» **PROBLEM DESCRIPTION**:
Every line of the listing should be transcribed exactly, with nothing left out.

━━━━━━━━━━━━━━━━

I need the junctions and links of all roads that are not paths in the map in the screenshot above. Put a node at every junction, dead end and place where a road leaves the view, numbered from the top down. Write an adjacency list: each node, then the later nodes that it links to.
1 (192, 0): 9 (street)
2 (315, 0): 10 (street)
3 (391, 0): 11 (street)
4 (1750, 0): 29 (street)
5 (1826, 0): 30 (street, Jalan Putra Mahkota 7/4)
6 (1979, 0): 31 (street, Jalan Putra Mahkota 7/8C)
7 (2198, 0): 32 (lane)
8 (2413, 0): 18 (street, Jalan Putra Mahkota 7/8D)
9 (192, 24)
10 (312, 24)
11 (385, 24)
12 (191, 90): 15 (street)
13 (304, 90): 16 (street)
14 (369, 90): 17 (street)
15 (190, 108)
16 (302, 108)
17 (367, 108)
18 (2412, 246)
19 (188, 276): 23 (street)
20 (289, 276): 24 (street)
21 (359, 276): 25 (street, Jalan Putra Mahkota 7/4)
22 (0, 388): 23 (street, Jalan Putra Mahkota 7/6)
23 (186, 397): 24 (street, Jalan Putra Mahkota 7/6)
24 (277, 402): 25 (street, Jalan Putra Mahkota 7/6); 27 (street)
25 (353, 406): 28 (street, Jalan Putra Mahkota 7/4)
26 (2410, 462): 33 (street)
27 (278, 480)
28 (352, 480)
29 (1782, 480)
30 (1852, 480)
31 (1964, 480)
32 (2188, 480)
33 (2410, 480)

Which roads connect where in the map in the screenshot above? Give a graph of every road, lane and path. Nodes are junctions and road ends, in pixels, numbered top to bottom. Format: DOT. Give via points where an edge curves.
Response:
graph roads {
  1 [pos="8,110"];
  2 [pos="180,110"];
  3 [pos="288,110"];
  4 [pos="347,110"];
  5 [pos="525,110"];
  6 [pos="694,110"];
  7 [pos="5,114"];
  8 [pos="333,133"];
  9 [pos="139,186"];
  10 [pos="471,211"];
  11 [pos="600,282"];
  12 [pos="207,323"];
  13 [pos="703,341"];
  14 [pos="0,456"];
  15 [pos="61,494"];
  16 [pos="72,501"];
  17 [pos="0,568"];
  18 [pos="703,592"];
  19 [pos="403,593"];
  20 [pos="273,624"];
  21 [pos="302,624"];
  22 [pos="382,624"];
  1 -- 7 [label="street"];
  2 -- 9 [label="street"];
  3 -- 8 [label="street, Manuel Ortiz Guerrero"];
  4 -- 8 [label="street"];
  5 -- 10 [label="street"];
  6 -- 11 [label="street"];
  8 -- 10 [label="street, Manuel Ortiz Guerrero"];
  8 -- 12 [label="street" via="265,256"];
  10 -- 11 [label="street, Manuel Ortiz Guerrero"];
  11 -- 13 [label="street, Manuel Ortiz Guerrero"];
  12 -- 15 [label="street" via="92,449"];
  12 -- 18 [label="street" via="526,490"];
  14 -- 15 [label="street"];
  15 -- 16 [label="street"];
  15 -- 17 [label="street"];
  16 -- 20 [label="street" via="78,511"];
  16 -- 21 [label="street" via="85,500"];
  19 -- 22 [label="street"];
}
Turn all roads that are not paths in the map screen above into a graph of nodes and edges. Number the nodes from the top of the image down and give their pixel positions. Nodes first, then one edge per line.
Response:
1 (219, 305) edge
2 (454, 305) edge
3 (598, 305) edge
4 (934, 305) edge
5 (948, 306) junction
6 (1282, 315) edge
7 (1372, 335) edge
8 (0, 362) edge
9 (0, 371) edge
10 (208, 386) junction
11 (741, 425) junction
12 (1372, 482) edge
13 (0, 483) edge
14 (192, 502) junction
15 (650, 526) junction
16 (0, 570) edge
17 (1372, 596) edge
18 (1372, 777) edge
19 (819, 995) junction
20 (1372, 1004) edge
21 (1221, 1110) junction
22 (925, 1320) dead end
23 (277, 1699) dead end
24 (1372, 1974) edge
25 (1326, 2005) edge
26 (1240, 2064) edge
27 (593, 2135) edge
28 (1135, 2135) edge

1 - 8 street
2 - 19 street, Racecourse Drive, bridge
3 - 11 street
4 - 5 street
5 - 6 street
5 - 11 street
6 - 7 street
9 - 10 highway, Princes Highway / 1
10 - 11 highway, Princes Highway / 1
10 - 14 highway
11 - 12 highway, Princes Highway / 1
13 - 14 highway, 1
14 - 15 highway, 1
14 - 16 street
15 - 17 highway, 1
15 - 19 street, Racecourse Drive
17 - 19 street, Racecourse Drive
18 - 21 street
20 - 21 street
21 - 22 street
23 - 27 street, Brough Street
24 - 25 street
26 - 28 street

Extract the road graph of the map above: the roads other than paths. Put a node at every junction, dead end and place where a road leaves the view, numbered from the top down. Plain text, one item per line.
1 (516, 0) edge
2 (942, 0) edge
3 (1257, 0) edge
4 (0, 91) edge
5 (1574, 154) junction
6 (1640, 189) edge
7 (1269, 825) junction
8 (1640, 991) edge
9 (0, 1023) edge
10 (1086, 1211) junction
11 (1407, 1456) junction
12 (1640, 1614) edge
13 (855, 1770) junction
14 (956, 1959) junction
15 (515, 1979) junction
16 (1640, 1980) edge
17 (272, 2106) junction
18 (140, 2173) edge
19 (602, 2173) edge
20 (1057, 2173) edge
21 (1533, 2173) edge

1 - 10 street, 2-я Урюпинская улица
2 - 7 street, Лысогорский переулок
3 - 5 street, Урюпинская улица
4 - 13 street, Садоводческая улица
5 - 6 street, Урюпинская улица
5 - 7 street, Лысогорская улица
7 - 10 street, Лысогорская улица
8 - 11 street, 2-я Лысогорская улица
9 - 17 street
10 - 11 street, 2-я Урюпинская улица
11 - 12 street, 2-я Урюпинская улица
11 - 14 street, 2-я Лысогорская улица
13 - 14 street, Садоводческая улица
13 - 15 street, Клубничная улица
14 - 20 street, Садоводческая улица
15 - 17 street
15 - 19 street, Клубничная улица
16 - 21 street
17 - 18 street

━━━━━━━━━━━━━━━━

» **RESPONSE BELOW**:
I need the junctions and links of all roads that are not paths in the map in the screenshot above. Put a node at every junction, dead end and place where a road leaves the view, numbered from the top down. Write an adjacency list: each node, then the later nodes that it links to.
1 (192, 0): 9 (street)
2 (315, 0): 10 (street)
3 (391, 0): 11 (street)
4 (1750, 0): 29 (street)
5 (1826, 0): 30 (street, Jalan Putra Mahkota 7/4)
6 (1979, 0): 31 (street, Jalan Putra Mahkota 7/8C)
7 (2198, 0): 32 (lane)
8 (2413, 0): 18 (street, Jalan Putra Mahkota 7/8D)
9 (192, 24)
10 (312, 24)
11 (385, 24)
12 (191, 90): 15 (street)
13 (304, 90): 16 (street)
14 (369, 90): 17 (street)
15 (190, 108)
16 (302, 108)
17 (367, 108)
18 (2412, 246)
19 (188, 276): 23 (street)
20 (289, 276): 24 (street)
21 (359, 276): 25 (street, Jalan Putra Mahkota 7/4)
22 (0, 388): 23 (street, Jalan Putra Mahkota 7/6)
23 (186, 397): 24 (street, Jalan Putra Mahkota 7/6)
24 (277, 402): 25 (street, Jalan Putra Mahkota 7/6); 27 (street)
25 (353, 406): 28 (street, Jalan Putra Mahkota 7/4)
26 (2410, 462): 33 (street)
27 (278, 480)
28 (352, 480)
29 (1782, 480)
30 (1852, 480)
31 (1964, 480)
32 (2188, 480)
33 (2410, 480)

Which roads connect where in the map in the screenshot above? Give a graph of every road, lane and path. Nodes are junctions and road ends, in pixels, numbered top to bottom. Format: DOT. Give via points where an edge curves.
Response:
graph roads {
  1 [pos="8,110"];
  2 [pos="180,110"];
  3 [pos="288,110"];
  4 [pos="347,110"];
  5 [pos="525,110"];
  6 [pos="694,110"];
  7 [pos="5,114"];
  8 [pos="333,133"];
  9 [pos="139,186"];
  10 [pos="471,211"];
  11 [pos="600,282"];
  12 [pos="207,323"];
  13 [pos="703,341"];
  14 [pos="0,456"];
  15 [pos="61,494"];
  16 [pos="72,501"];
  17 [pos="0,568"];
  18 [pos="703,592"];
  19 [pos="403,593"];
  20 [pos="273,624"];
  21 [pos="302,624"];
  22 [pos="382,624"];
  1 -- 7 [label="street"];
  2 -- 9 [label="street"];
  3 -- 8 [label="street, Manuel Ortiz Guerrero"];
  4 -- 8 [label="street"];
  5 -- 10 [label="street"];
  6 -- 11 [label="street"];
  8 -- 10 [label="street, Manuel Ortiz Guerrero"];
  8 -- 12 [label="street" via="265,256"];
  10 -- 11 [label="street, Manuel Ortiz Guerrero"];
  11 -- 13 [label="street, Manuel Ortiz Guerrero"];
  12 -- 15 [label="street" via="92,449"];
  12 -- 18 [label="street" via="526,490"];
  14 -- 15 [label="street"];
  15 -- 16 [label="street"];
  15 -- 17 [label="street"];
  16 -- 20 [label="street" via="78,511"];
  16 -- 21 [label="street" via="85,500"];
  19 -- 22 [label="street"];
}
Turn all roads that are not paths in the map screen above into a graph of nodes and edges. Number the nodes from the top of the image down and give their pixel positions. Nodes first, then one edge per line.
Response:
1 (219, 305) edge
2 (454, 305) edge
3 (598, 305) edge
4 (934, 305) edge
5 (948, 306) junction
6 (1282, 315) edge
7 (1372, 335) edge
8 (0, 362) edge
9 (0, 371) edge
10 (208, 386) junction
11 (741, 425) junction
12 (1372, 482) edge
13 (0, 483) edge
14 (192, 502) junction
15 (650, 526) junction
16 (0, 570) edge
17 (1372, 596) edge
18 (1372, 777) edge
19 (819, 995) junction
20 (1372, 1004) edge
21 (1221, 1110) junction
22 (925, 1320) dead end
23 (277, 1699) dead end
24 (1372, 1974) edge
25 (1326, 2005) edge
26 (1240, 2064) edge
27 (593, 2135) edge
28 (1135, 2135) edge

1 - 8 street
2 - 19 street, Racecourse Drive, bridge
3 - 11 street
4 - 5 street
5 - 6 street
5 - 11 street
6 - 7 street
9 - 10 highway, Princes Highway / 1
10 - 11 highway, Princes Highway / 1
10 - 14 highway
11 - 12 highway, Princes Highway / 1
13 - 14 highway, 1
14 - 15 highway, 1
14 - 16 street
15 - 17 highway, 1
15 - 19 street, Racecourse Drive
17 - 19 street, Racecourse Drive
18 - 21 street
20 - 21 street
21 - 22 street
23 - 27 street, Brough Street
24 - 25 street
26 - 28 street

Extract the road graph of the map above: the roads other than paths. Put a node at every junction, dead end and place where a road leaves the view, numbered from the top down. Plain text, one item per line.
1 (516, 0) edge
2 (942, 0) edge
3 (1257, 0) edge
4 (0, 91) edge
5 (1574, 154) junction
6 (1640, 189) edge
7 (1269, 825) junction
8 (1640, 991) edge
9 (0, 1023) edge
10 (1086, 1211) junction
11 (1407, 1456) junction
12 (1640, 1614) edge
13 (855, 1770) junction
14 (956, 1959) junction
15 (515, 1979) junction
16 (1640, 1980) edge
17 (272, 2106) junction
18 (140, 2173) edge
19 (602, 2173) edge
20 (1057, 2173) edge
21 (1533, 2173) edge

1 - 10 street, 2-я Урюпинская улица
2 - 7 street, Лысогорский переулок
3 - 5 street, Урюпинская улица
4 - 13 street, Садоводческая улица
5 - 6 street, Урюпинская улица
5 - 7 street, Лысогорская улица
7 - 10 street, Лысогорская улица
8 - 11 street, 2-я Лысогорская улица
9 - 17 street
10 - 11 street, 2-я Урюпинская улица
11 - 12 street, 2-я Урюпинская улица
11 - 14 street, 2-я Лысогорская улица
13 - 14 street, Садоводческая улица
13 - 15 street, Клубничная улица
14 - 20 street, Садоводческая улица
15 - 17 street
15 - 19 street, Клубничная улица
16 - 21 street
17 - 18 street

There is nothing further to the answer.